ASSIGNMENT: When you copy the material below, keep every line exact and leave each picture out.

EXERCISE INPUTS:

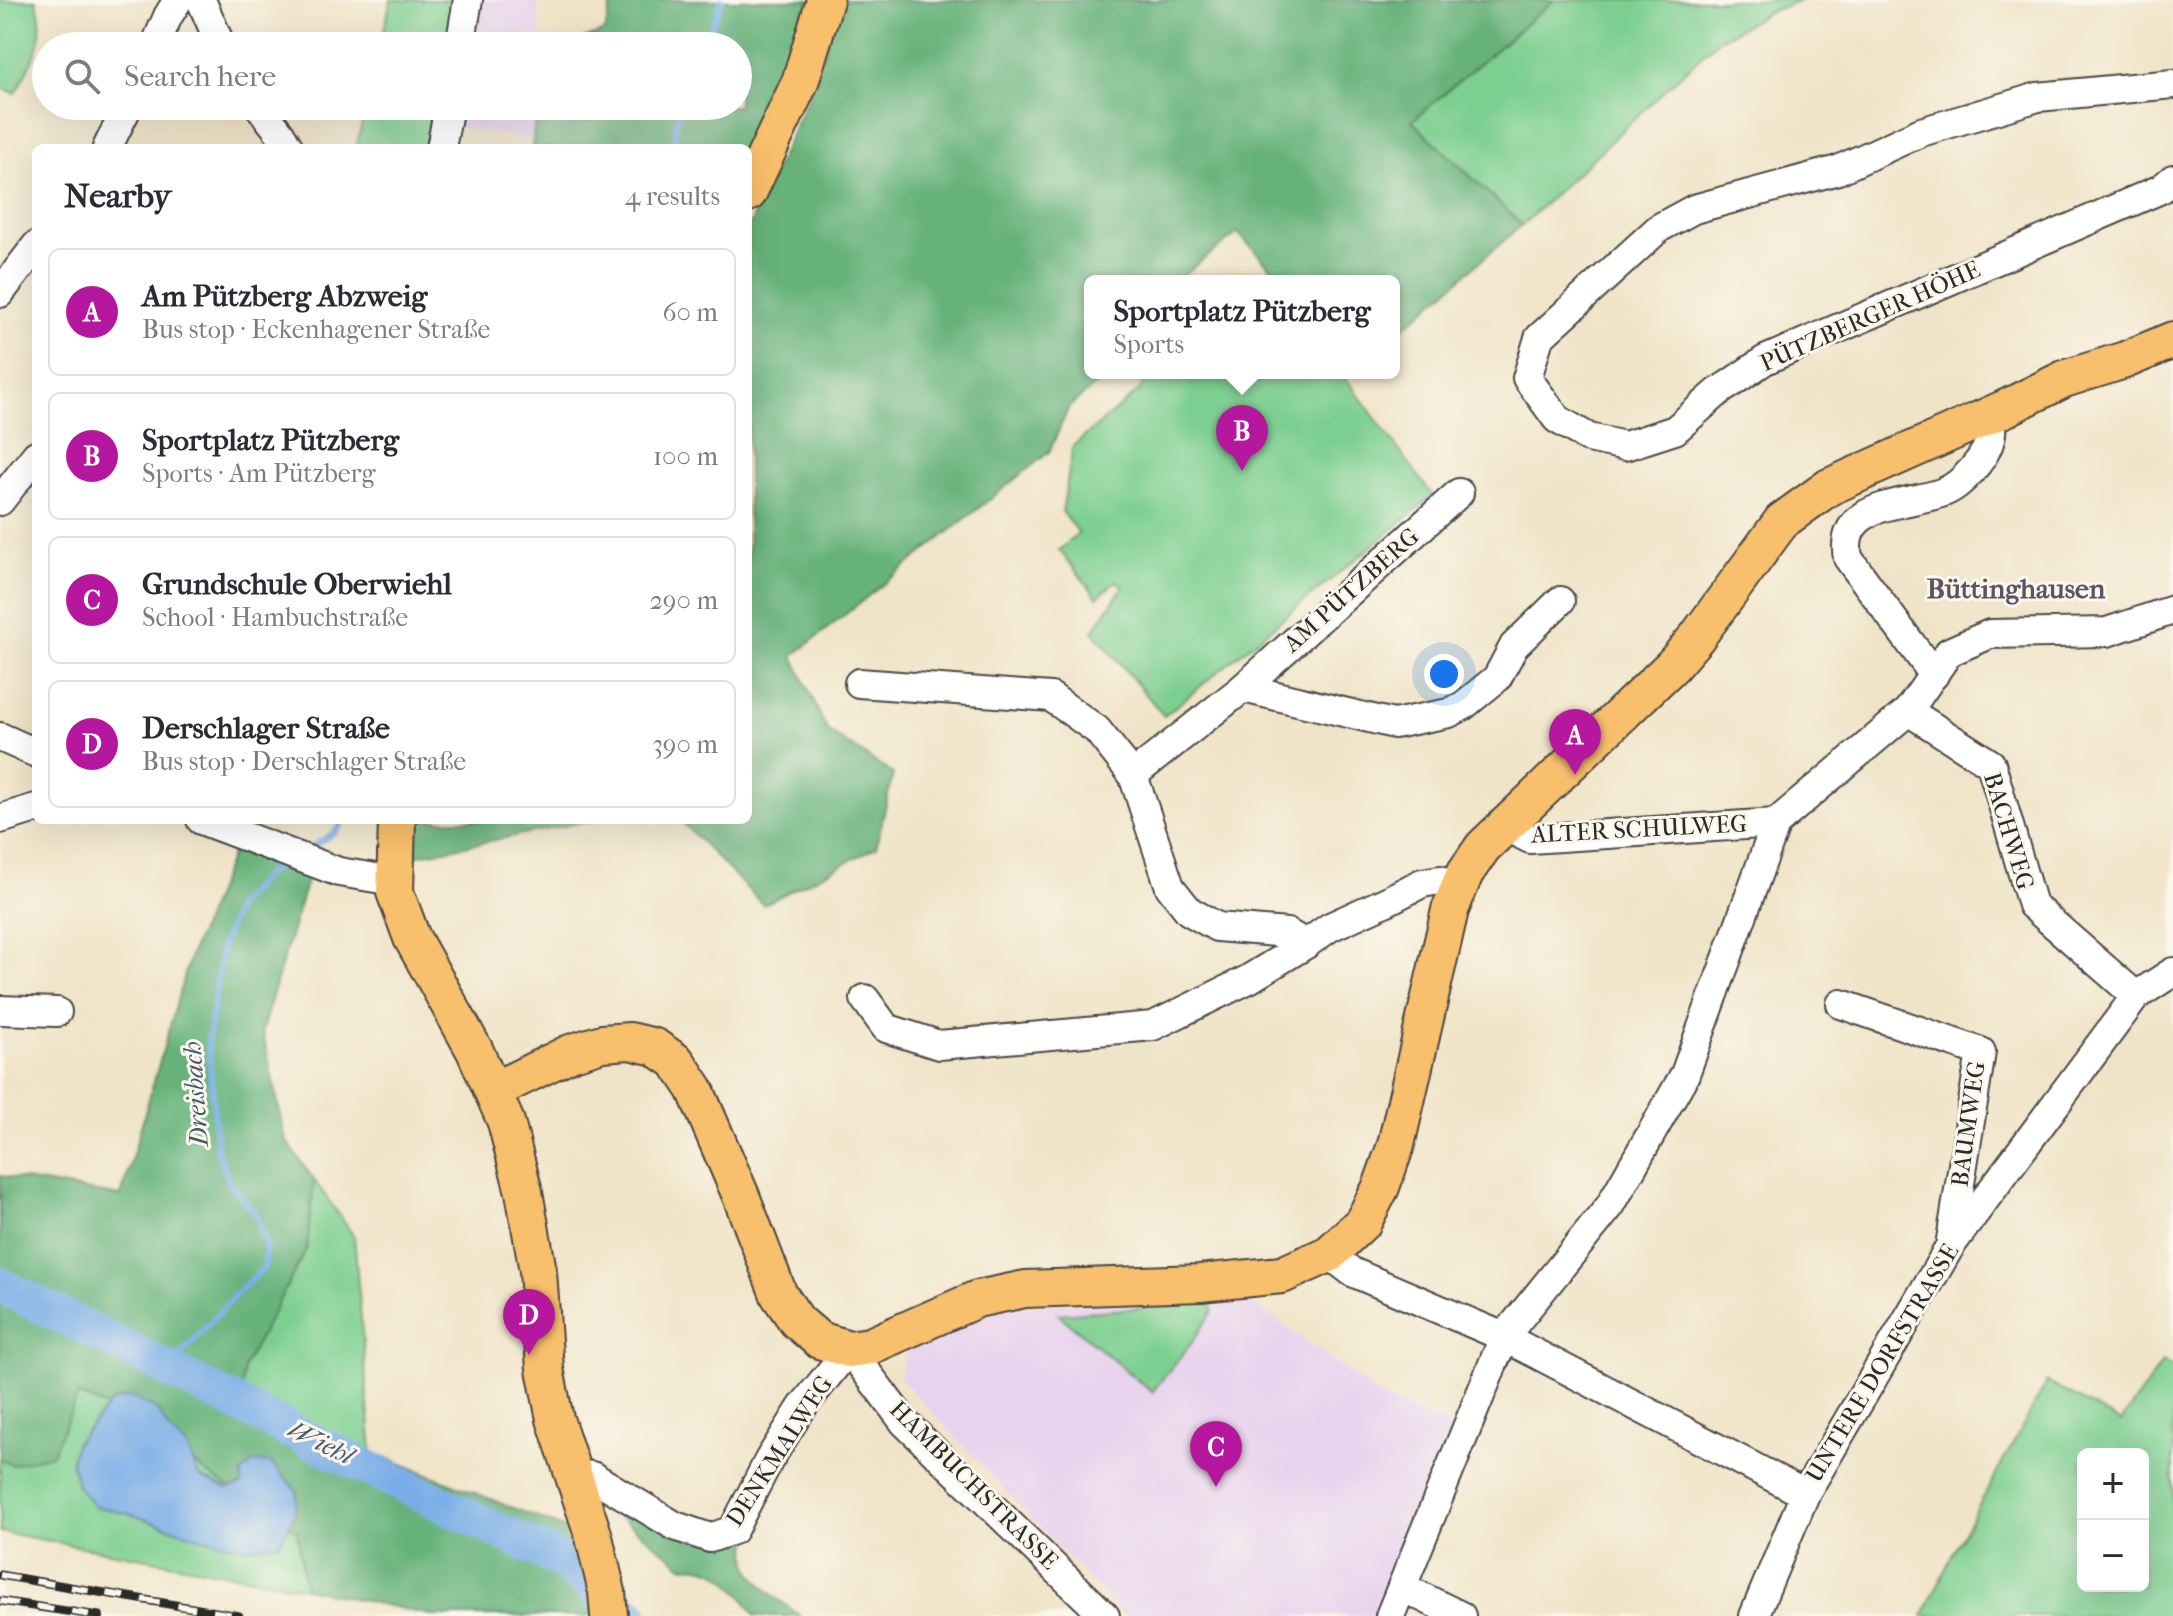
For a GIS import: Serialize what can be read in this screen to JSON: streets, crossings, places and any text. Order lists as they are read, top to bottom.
{
  "streets": {
    "street": [
      "PÜTZBERGER HÖHE",
      "AM PÜTZBERG",
      "ALTER SCHULWEG",
      "BACHWEG",
      "BAUMWEG",
      "UNTERE DORFSTRASSE",
      "DENKMALWEG",
      "HAMBUCHSTRASSE"
    ]
  },
  "crossings": [
    ["BACHWEG", "UNTERE DORFSTRASSE"],
    ["BAUMWEG", "UNTERE DORFSTRASSE"],
    ["DENKMALWEG", "HAMBUCHSTRASSE"]
  ],
  "districts": ["Büttinghausen"],
  "water": ["Dreisbach", "Wiehl"],
  "page": {
    "search": "Search here",
    "heading": ["Nearby", "4 results"],
    "list": [
      {
        "mark": "A",
        "name": "Am Pützberg Abzweig",
        "note": "Bus stop · Eckenhagener Straße",
        "value": "60 m"
      },
      {
        "mark": "B",
        "name": "Sportplatz Pützberg",
        "note": "Sports · Am Pützberg",
        "value": "100 m"
      },
      {
        "mark": "C",
        "name": "Grundschule Oberwiehl",
        "note": "School · Hambuchstraße",
        "value": "290 m"
      },
      {
        "mark": "D",
        "name": "Derschlager Straße",
        "note": "Bus stop · Derschlager Straße",
        "value": "390 m"
      }
    ],
    "popup": ["Sportplatz Pützberg", "Sports"],
    "pins": [
      "B",
      "A",
      "D",
      "C"
    ],
    "map_buttons": ["+", "−"]
  }
}
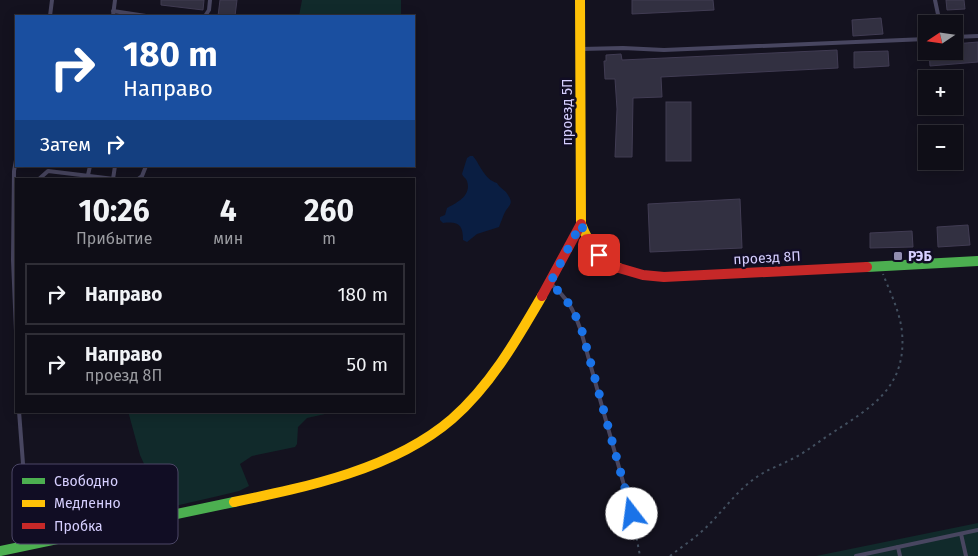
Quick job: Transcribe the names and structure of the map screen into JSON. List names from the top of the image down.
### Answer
{
  "streets": {
    "street": ["проезд 5П", "проезд 8П"]
  },
  "crossings": [
    ["проезд 5П", "проезд 8П"]
  ],
  "places": {
    "transit": ["РЭБ"]
  },
  "legend": ["Свободно", "Медленно", "Пробка"],
  "north": "left",
  "page": {
    "map_buttons": ["+", "−"],
    "turn": ["180 m", "Направо"],
    "then": "Затем",
    "eta": [
      "10:26",
      "Прибытие",
      "4",
      "мин",
      "260",
      "m"
    ],
    "list": [
      {
        "name": "Направо",
        "value": "180 m"
      },
      {
        "name": "Направо",
        "note": "проезд 8П",
        "value": "50 m"
      }
    ]
  }
}
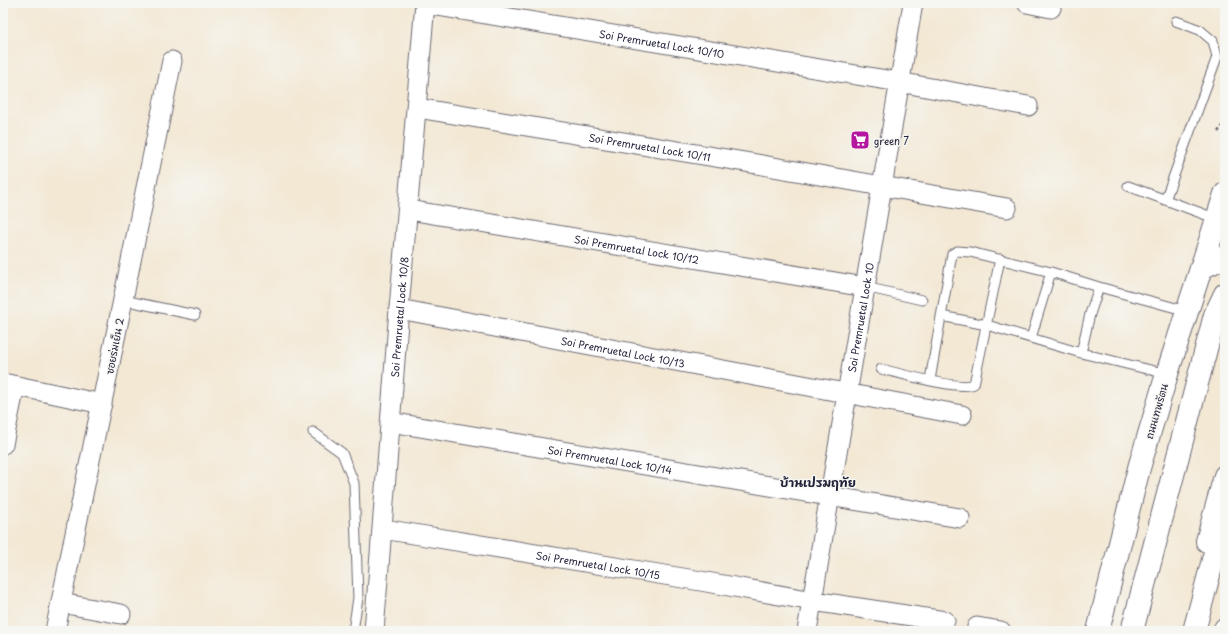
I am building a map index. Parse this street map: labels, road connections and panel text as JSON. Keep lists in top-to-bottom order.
{
  "streets": {
    "main road": ["ถนนเทพรัตน"],
    "street": [
      "Soi Premruetal Lock 10/10",
      "Soi Premruetal Lock 10/11",
      "Soi Premruetal Lock 10/12",
      "Soi Premruetal Lock 10/8",
      "Soi Premruetal Lock 10",
      "ซอยร่มเย็น 2",
      "Soi Premruetal Lock 10/13",
      "Soi Premruetal Lock 10/14",
      "Soi Premruetal Lock 10/15"
    ]
  },
  "crossings": [
    ["Soi Premruetal Lock 10/10", "Soi Premruetal Lock 10/8"],
    ["Soi Premruetal Lock 10/10", "Soi Premruetal Lock 10"],
    ["Soi Premruetal Lock 10/11", "Soi Premruetal Lock 10/8"],
    ["Soi Premruetal Lock 10/11", "Soi Premruetal Lock 10"],
    ["Soi Premruetal Lock 10/12", "Soi Premruetal Lock 10/8"],
    ["Soi Premruetal Lock 10/12", "Soi Premruetal Lock 10"],
    ["Soi Premruetal Lock 10/8", "Soi Premruetal Lock 10/13"],
    ["Soi Premruetal Lock 10/8", "Soi Premruetal Lock 10/14"],
    ["Soi Premruetal Lock 10/8", "Soi Premruetal Lock 10/15"],
    ["Soi Premruetal Lock 10", "Soi Premruetal Lock 10/13"],
    ["Soi Premruetal Lock 10", "Soi Premruetal Lock 10/14"],
    ["Soi Premruetal Lock 10", "Soi Premruetal Lock 10/15"]
  ],
  "districts": ["บ้านเปรมฤทัย"],
  "places": {
    "supermarket": ["green 7"]
  }
}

SOLUTION FOR THIS EXERCISE:
For a GIS import: Serialize what can be read in this screen to JSON: streets, crossings, places and any text. Order lists as they are read, top to bottom.
{
  "streets": {
    "street": [
      "PÜTZBERGER HÖHE",
      "AM PÜTZBERG",
      "ALTER SCHULWEG",
      "BACHWEG",
      "BAUMWEG",
      "UNTERE DORFSTRASSE",
      "DENKMALWEG",
      "HAMBUCHSTRASSE"
    ]
  },
  "crossings": [
    ["BACHWEG", "UNTERE DORFSTRASSE"],
    ["BAUMWEG", "UNTERE DORFSTRASSE"],
    ["DENKMALWEG", "HAMBUCHSTRASSE"]
  ],
  "districts": ["Büttinghausen"],
  "water": ["Dreisbach", "Wiehl"],
  "page": {
    "search": "Search here",
    "heading": ["Nearby", "4 results"],
    "list": [
      {
        "mark": "A",
        "name": "Am Pützberg Abzweig",
        "note": "Bus stop · Eckenhagener Straße",
        "value": "60 m"
      },
      {
        "mark": "B",
        "name": "Sportplatz Pützberg",
        "note": "Sports · Am Pützberg",
        "value": "100 m"
      },
      {
        "mark": "C",
        "name": "Grundschule Oberwiehl",
        "note": "School · Hambuchstraße",
        "value": "290 m"
      },
      {
        "mark": "D",
        "name": "Derschlager Straße",
        "note": "Bus stop · Derschlager Straße",
        "value": "390 m"
      }
    ],
    "popup": ["Sportplatz Pützberg", "Sports"],
    "pins": [
      "B",
      "A",
      "D",
      "C"
    ],
    "map_buttons": ["+", "−"]
  }
}
Quick job: Transcribe the names and structure of the map screen into JSON. List names from the top of the image down.
### Answer
{
  "streets": {
    "street": ["проезд 5П", "проезд 8П"]
  },
  "crossings": [
    ["проезд 5П", "проезд 8П"]
  ],
  "places": {
    "transit": ["РЭБ"]
  },
  "legend": ["Свободно", "Медленно", "Пробка"],
  "north": "left",
  "page": {
    "map_buttons": ["+", "−"],
    "turn": ["180 m", "Направо"],
    "then": "Затем",
    "eta": [
      "10:26",
      "Прибытие",
      "4",
      "мин",
      "260",
      "m"
    ],
    "list": [
      {
        "name": "Направо",
        "value": "180 m"
      },
      {
        "name": "Направо",
        "note": "проезд 8П",
        "value": "50 m"
      }
    ]
  }
}
I am building a map index. Parse this street map: labels, road connections and panel text as JSON. Keep lists in top-to-bottom order.
{
  "streets": {
    "main road": ["ถนนเทพรัตน"],
    "street": [
      "Soi Premruetal Lock 10/10",
      "Soi Premruetal Lock 10/11",
      "Soi Premruetal Lock 10/12",
      "Soi Premruetal Lock 10/8",
      "Soi Premruetal Lock 10",
      "ซอยร่มเย็น 2",
      "Soi Premruetal Lock 10/13",
      "Soi Premruetal Lock 10/14",
      "Soi Premruetal Lock 10/15"
    ]
  },
  "crossings": [
    ["Soi Premruetal Lock 10/10", "Soi Premruetal Lock 10/8"],
    ["Soi Premruetal Lock 10/10", "Soi Premruetal Lock 10"],
    ["Soi Premruetal Lock 10/11", "Soi Premruetal Lock 10/8"],
    ["Soi Premruetal Lock 10/11", "Soi Premruetal Lock 10"],
    ["Soi Premruetal Lock 10/12", "Soi Premruetal Lock 10/8"],
    ["Soi Premruetal Lock 10/12", "Soi Premruetal Lock 10"],
    ["Soi Premruetal Lock 10/8", "Soi Premruetal Lock 10/13"],
    ["Soi Premruetal Lock 10/8", "Soi Premruetal Lock 10/14"],
    ["Soi Premruetal Lock 10/8", "Soi Premruetal Lock 10/15"],
    ["Soi Premruetal Lock 10", "Soi Premruetal Lock 10/13"],
    ["Soi Premruetal Lock 10", "Soi Premruetal Lock 10/14"],
    ["Soi Premruetal Lock 10", "Soi Premruetal Lock 10/15"]
  ],
  "districts": ["บ้านเปรมฤทัย"],
  "places": {
    "supermarket": ["green 7"]
  }
}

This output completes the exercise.